I’ve always been a writer. And while I also do math (the very first book I wrote was a stunning – as in, put you to sleep with one blow – text book on statistical techniques for business folks), the writing thing has been a part of me since I won a school literature prize (and book token) at the tender age of 8 or 9, for a rather twee piece about my cat.
Frustrated scripter and comic?
Fast forward a decade or so, and you’d find me sloshing about in student journalism – and a little after that, a temporary staffer on, of all things, Liberal News. And somewhere in there was a strong sense that I’d like to “do comedy”. I wrote the stuff. I even performed it a bit.
Though back then, the openings were few and far between (the cult of the celeb comic had yet to burst upon the scene) and the best I could rustle up was joining the melee on Radio 4’s “Week Ending” – which was pretty much open doors for anyone who wanted to try their hand at scripting, and was early stomping ground for the likes of Lissa Evans and Gruffydd Rees-Jones – and, er, writing the occasional one-liners for Noel Edmonds (don’t ask!).

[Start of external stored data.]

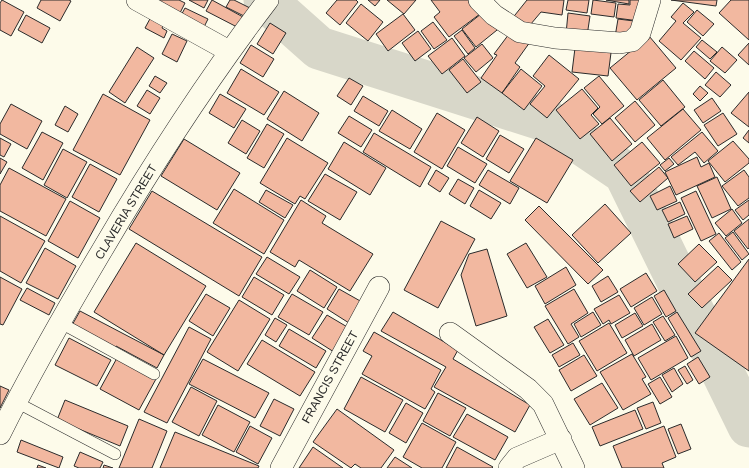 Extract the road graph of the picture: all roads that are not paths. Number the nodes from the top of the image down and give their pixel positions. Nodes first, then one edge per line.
1 (137, 0) edge
2 (268, 0) edge
3 (479, 0) edge
4 (650, 0) edge
5 (229, 51) junction
6 (379, 287) dead end
7 (59, 322) junction
8 (450, 333) dead end
9 (154, 374) dead end
10 (16, 402) junction
11 (0, 434) edge
12 (561, 439) junction
13 (115, 454) dead end
14 (281, 468) edge
15 (509, 468) edge
16 (574, 468) edge

1 - 5 street
2 - 5 street, CLAVERIA STREET
3 - 4 street
5 - 7 street, CLAVERIA STREET
6 - 14 street, FRANCIS STREET
7 - 9 lane
7 - 10 street, CLAVERIA STREET
8 - 12 street
10 - 11 street, CLAVERIA STREET
10 - 13 lane
12 - 15 street
12 - 16 street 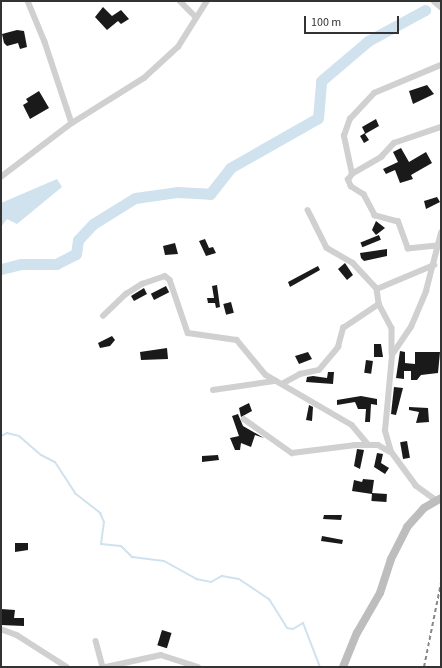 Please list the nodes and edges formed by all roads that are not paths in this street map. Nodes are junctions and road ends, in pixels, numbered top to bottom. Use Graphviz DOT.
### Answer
graph roads {
  1 [pos="28,1"];
  2 [pos="180,1"];
  3 [pos="207,1"];
  4 [pos="434,1"];
  5 [pos="441,7"];
  6 [pos="195,16"];
  7 [pos="441,65"];
  8 [pos="72,123"];
  9 [pos="441,127"];
  10 [pos="352,174"];
  11 [pos="1,177"];
  12 [pos="308,210"];
  13 [pos="441,233"];
  14 [pos="437,246"];
  15 [pos="434,265"];
  16 [pos="377,289"];
  17 [pos="379,304"];
  18 [pos="103,316"];
  19 [pos="392,355"];
  20 [pos="276,381"];
  21 [pos="282,384"];
  22 [pos="212,390"];
  23 [pos="244,419"];
  24 [pos="369,445"];
  25 [pos="391,452"];
  26 [pos="438,499"];
  27 [pos="1,629"];
  28 [pos="96,642"];
  29 [pos="67,667"];
  30 [pos="104,667"];
  31 [pos="198,667"];
  32 [pos="342,667"];
  1 -- 8 [label="street"];
  2 -- 6 [label="street"];
  3 -- 6 [label="street"];
  4 -- 5 [label="street"];
  6 -- 8 [label="street"];
  7 -- 10 [label="street"];
  8 -- 11 [label="street"];
  9 -- 10 [label="street"];
  10 -- 14 [label="street"];
  12 -- 16 [label="street"];
  13 -- 14 [label="street"];
  14 -- 15 [label="street"];
  15 -- 16 [label="street"];
  15 -- 19 [label="street"];
  16 -- 17 [label="street"];
  17 -- 19 [label="street"];
  17 -- 21 [label="street"];
  18 -- 20 [label="street"];
  19 -- 25 [label="street"];
  20 -- 21 [label="street"];
  20 -- 22 [label="street"];
  21 -- 24 [label="street"];
  23 -- 24 [label="street"];
  24 -- 25 [label="street"];
  25 -- 26 [label="street"];
  26 -- 32 [label="street"];
  27 -- 29 [label="street"];
  28 -- 30 [label="street"];
  30 -- 31 [label="street"];
}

Respectability, in the form of a job as a copywriter (and later a career in consultancy) forced itself upon me. For the next twenty years or so, while I still wrote, it was what I did betwixt and between. I’ve lost count of the number of novels started, stage routines crafted and…to be honest, none of them really worked.
So, f’rinstance, I did do the occasional piece of erotic writing. Rote stuff. (and yes, pedants, I DO mean “rote”). I knew how to craft a sex scene: knew how to hit all the right notes when it got to the literary money shot; but my heart wasn’t in it.
Any more than it was in the comedy I attempted.
The former was hollow: the latter, angry self-hating. Which maybe means I had a chance, since personally, I regard much current comedy as motivated by anger, turned outward or in.
Now roll forward Friday’s performance. It worked. It really worked. The text was erotic, but gently so. Nothing, I would suggest, overly smutty – though there was definitely sex in it. My own performance: confident, at home, playing out a role on stage that fit like a glove.
As Annie, who produced the event, suggested after: they’d like more. More performed readings. And they need to find better ways to stage me, because whatever else changes, I remain quietly spoken and a challenge to the most sensitive of mikes.
So what has changed? Sex, for one. As some recent posts maybe hint: I never quite “got” sex before. Oh. The physical side, yes. I’d never deny that there was physical pleasure. But the psychology? Nah. Depending on partner, that left me often somewhere between cool and screaming inside.
Now, I get it. Oh boy do I get it! And it is probably as well for the world that I am doing my best to live up to my social place as respectable middle-aged woman, and therefore keeping my cougarish tendencies in firm check.
And the stage thing. In case you hadn’t noticed, reading posts across the last years: I like me, now. So the angry self-abusive humour isn’t appropriate, isn’t needed any more. I can be gentle. I can be self-deprecating. I can enjoy taking an audience along with me and feeling their involvement.
That’s wonderful. Magical. It also faces me with another puzzle. For I have long said that being on stage before an appreciative audience is probably the best thing in the world, bar none. Including sex.
Well, the stage thing just got loads better. But so did the erotic. Which means, suddenly, for the first time in my life, I am left wondering which is better. Not that it worries me all that much.